For a shul that revolved around the charisma and leadership of one man, this was a spiritual earthquake. Nevertheless, after much agonizing, Rabbi Yaacov and his family moved in the summer of 2003 to Ashdod, a coastal city north of Tel Aviv with a large Moroccan community, including the rabbi's mother and several of his siblings.
(I knew Rabbi Yaacov well at the time, and from what I gather, the pressures of fundraising were starting to burn him out; he wanted a better education for his kids, and, like he said to me once, he simply missed the Holy Land).
It didn't take long for the Pinto shul to unravel. Despite Rabbi Yaacov 's best efforts -- he came back every six weeks or so and was here for all the holidays and stayed in constant contact with his people in Los Angeles -- the Pinto Center was losing its soul. When the Shabbat minyan dwindled from more than 100 to fewer than 20, the end was near.
Rabbi Yaacov prayed to his ancestors, as he often does. That's when an idea came to him: He would create an intimate "candle room" in the synagogue, where people could come meditate and light candles in the presence of the great Pinto tzadikim, and pray for anything they wished. Well, the word got out and they came from all over to light candles, and I guess somebody must have prayed for the revival of the Pinto shul, because that is precisely what happened next.
The "miracle" took about a year, but slowly the Pinto shul came back to life. It's not a coincidence that Rabbi Yaacov chose as the ba'al habayit, or master of the house, someone whose family has been connected to the Pinto family for three generations. When this highly enthusiastic man, Maurice Perez, talks about the Pinto family, he sort of transfers the goose bumps over to the listener. His defining family story is when his mother and grandmother got an impromptu blessing on a street in Casablanca from one of the Pinto sages. This story happened 70 years ago, but when you hear him tell it, you'd think it happened yesterday.
Maurice, who joined the shul in 1997 and who currently does the chazanut, decided with Rabbi Yaacov to bring in a teacher ("Rabbi Raffi") to give Torah classes during the week, and to speak on Friday nights and during the third meal of Shabbat. Maurice formed a small, core group of supporters to cover all expenses, which helped reduce the stress level and bring a general harmony to the shul. They upgraded the interior, with new seating built in Israel, and a new women's section that features an ethereal, see-through crimson curtain for a mechitzah.
Rabbi Yaacov himself increased his visits to Los Angeles, but he did more than that, too. He made the shul think "bigger than itself," and got it involved with two projects in the Holy Land. The first was a "supermarket" for the needy, which Rabbi Yaacov started in Ashdod and which has garnered attention for its unique approach: a system based on points, where the poor can keep their dignity while "shopping" for donated food. This project, called C.H.A.I., is a big source of pride for the Pinto shul, as you can see from the pictures on the wall.

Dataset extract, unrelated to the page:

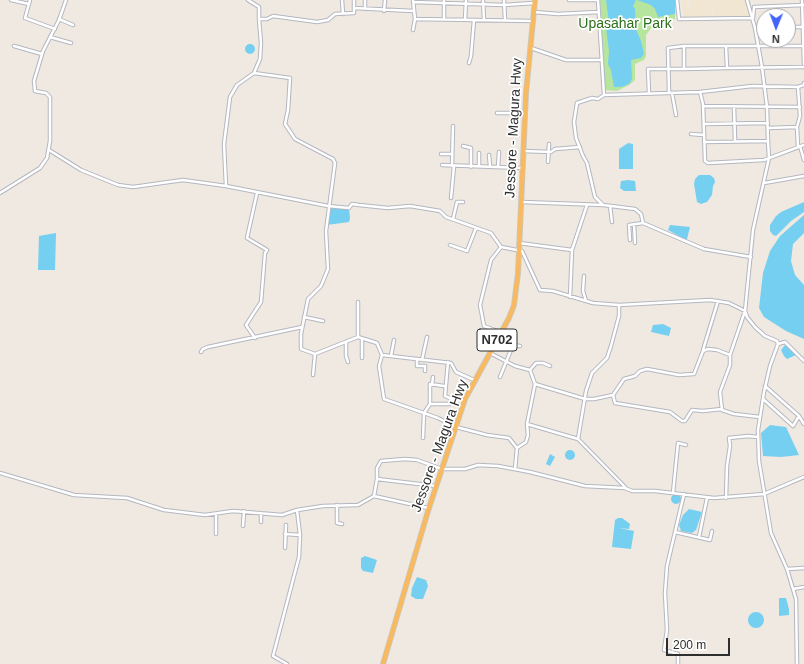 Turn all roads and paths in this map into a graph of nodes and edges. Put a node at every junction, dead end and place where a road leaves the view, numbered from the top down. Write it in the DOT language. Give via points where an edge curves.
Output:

The second is a recent decision to have a sister shul in Hebron, where the Patriarchs of the Bible are buried. A few months ago, the Pinto shul donated a Torah scroll, and they are planning regular activities and visits between the shuls.
And then, of course, there's the dafina.
When I was there on a recent Shabbat, the shul was packed. Call me a cynic, but if you taste this dafina, the Moroccan version of cholent, you can't help thinking that this hot, spicy stew might have something to do with the Pinto miracle.